SoftGrid creates “encapsulated” virtual applications on a server and streams them to desktops as requested by authorised users. This encapsulation, or wrapper, has a number of benefits, Nelson says.

Application testing is easier because encapsulation eliminates DLL conflicts and permission problems. It also reduces the number of servers required for physical isolation of applications. Russell says he was able to reduce the number of Citrix servers by 50 per cent.
Migration to Windows Vista will be far easier than earlier upgrades were, Nelson says, because the applications are already abstracted from the local operating system.
Running applications on the desktop gives users better performance, Nelson says.
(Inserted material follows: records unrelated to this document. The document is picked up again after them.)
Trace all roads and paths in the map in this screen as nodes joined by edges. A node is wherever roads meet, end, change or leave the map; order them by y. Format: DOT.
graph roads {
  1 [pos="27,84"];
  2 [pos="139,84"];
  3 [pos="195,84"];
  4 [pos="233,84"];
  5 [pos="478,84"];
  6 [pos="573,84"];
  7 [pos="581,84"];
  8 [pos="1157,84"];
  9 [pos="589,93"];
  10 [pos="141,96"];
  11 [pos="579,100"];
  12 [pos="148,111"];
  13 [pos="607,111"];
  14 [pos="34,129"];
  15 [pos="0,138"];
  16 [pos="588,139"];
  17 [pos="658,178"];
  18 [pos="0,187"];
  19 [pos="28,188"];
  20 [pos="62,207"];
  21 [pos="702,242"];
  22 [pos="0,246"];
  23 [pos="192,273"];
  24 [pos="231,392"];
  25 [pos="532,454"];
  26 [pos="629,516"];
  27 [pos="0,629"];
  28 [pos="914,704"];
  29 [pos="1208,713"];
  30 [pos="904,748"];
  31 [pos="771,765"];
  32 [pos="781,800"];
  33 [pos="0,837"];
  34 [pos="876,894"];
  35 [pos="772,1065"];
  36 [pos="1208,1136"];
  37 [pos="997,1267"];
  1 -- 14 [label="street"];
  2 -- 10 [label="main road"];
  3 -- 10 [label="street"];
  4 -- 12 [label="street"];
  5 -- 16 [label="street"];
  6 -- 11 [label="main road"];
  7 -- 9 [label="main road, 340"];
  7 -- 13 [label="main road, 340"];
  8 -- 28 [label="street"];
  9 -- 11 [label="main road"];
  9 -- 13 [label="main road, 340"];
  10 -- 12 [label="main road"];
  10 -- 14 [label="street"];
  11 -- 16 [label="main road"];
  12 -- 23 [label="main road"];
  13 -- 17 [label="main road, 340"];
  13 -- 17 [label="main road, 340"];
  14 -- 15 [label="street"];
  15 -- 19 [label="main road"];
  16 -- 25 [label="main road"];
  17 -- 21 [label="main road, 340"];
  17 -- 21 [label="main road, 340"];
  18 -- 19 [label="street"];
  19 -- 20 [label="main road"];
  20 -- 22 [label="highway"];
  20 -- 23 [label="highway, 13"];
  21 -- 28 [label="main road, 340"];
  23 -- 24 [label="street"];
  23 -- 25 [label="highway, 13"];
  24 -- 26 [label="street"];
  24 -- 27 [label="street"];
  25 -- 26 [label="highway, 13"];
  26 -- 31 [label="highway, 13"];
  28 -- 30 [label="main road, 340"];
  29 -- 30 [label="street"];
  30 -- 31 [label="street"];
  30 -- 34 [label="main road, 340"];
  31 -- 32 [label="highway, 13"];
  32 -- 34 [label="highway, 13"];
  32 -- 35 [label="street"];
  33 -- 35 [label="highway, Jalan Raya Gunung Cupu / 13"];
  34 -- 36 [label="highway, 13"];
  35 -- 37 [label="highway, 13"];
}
The PCs Russell buys today have dual-core processors, 1GB to 2GB of memory, powerful video capabilities and cheap disks. With no server overhead or network latency, it just makes more sense to run applications locally, while still enjoying the benefits of centralised desktop maintenance that streaming offers, he says.

Nelson sums it up this way: “In a perfect world, I’d love to go all thin-client, but that’s not going to happen. What people want is rich content. People are becoming more mobile, and more richly connected.”

Culture shock
Streaming software to desktops has introduced "huge psychological change" at Parsons, says CIO Joe Visconti. "A lot of the IT support positions are gone. And just in time, because it's hard to find people who will do those jobs anymore," he says.
"And for end users, we found that a lot of them really like fiddling with their PCs, and it was up to us to educate their managers that this is not productive and they should stop that nonsense."
And users have gotten spoiled by the rapid response of IT to requests -- for new software, for example -- that is now possible. "Before, if it wasn't there in two weeks, all hell would break loose. Now if it's not there in five minutes, all hell breaks loose. It's like electricity -- it better be there."
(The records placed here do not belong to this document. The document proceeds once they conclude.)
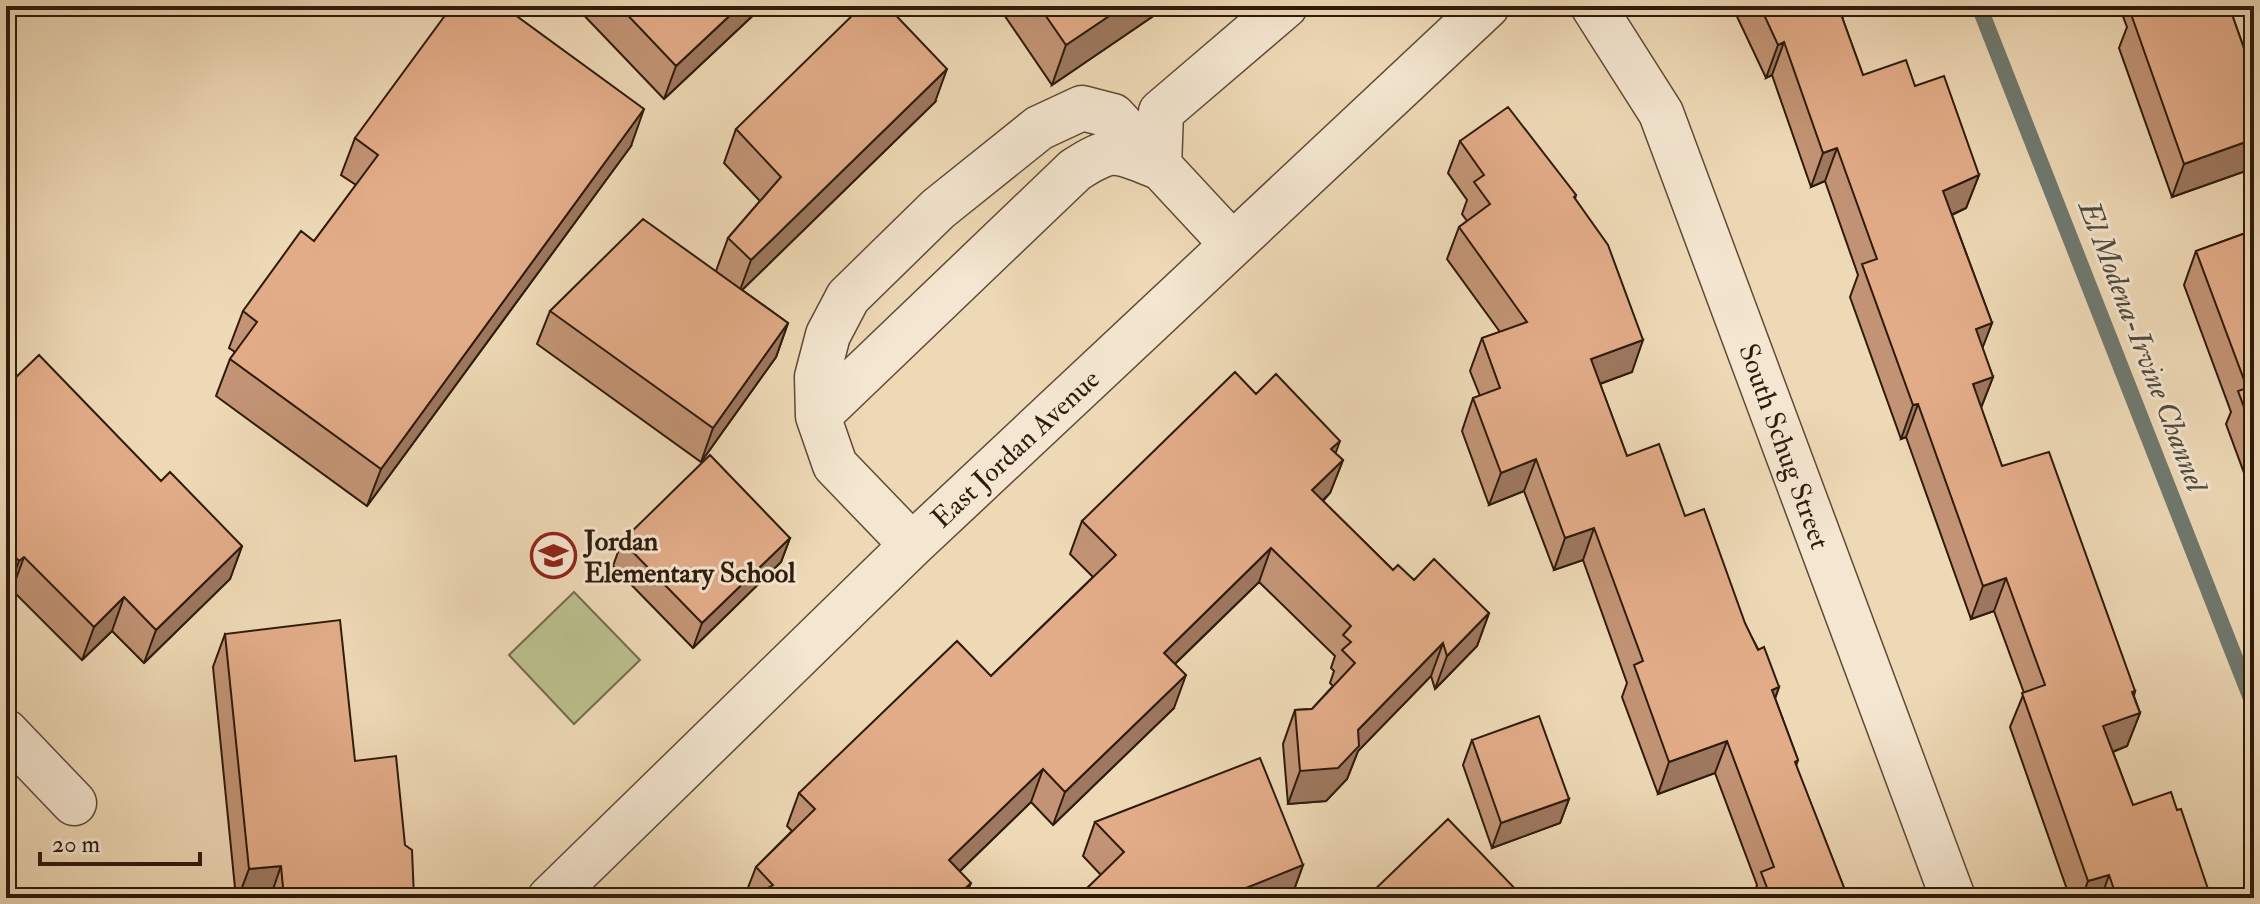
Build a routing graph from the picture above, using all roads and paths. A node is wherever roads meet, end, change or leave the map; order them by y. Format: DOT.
graph roads {
  1 [pos="1285,6"];
  2 [pos="1487,6"];
  3 [pos="1593,6"];
  4 [pos="1159,167"];
  5 [pos="1232,244"];
  6 [pos="818,416"];
  7 [pos="912,545"];
  8 [pos="6,732"];
  9 [pos="74,803"];
  10 [pos="550,898"];
  11 [pos="1953,898"];
  1 -- 4 [label="street"];
  2 -- 5 [label="street, East Jordan Avenue"];
  3 -- 11 [label="street, South Schug Street"];
  4 -- 5 [label="street"];
  4 -- 6 [label="street"];
  4 -- 6 [label="street"];
  5 -- 7 [label="street, East Jordan Avenue"];
  6 -- 7 [label="street"];
  7 -- 10 [label="street, East Jordan Avenue"];
  8 -- 9 [label="street"];
}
Desktop streaming and virtualisation require a change in mindset on the part of IT support staff as well, says Greg Nelson of Russell Investment Group. Because virtualisation tools like SoftGrid insulate the application from the desktop environment, and because they can be easily restreamed from the server, traditional advice like, "Reboot your machine and call me if that doesn't help," is no longer appropriate in most cases, he says. And most visits to the desktop are not either, except in the case of hardware problems.
"The rules of rote that people grew up with are different now," he says. "You have to re-educate your support staff or you lose some of the efficiencies of these technologies."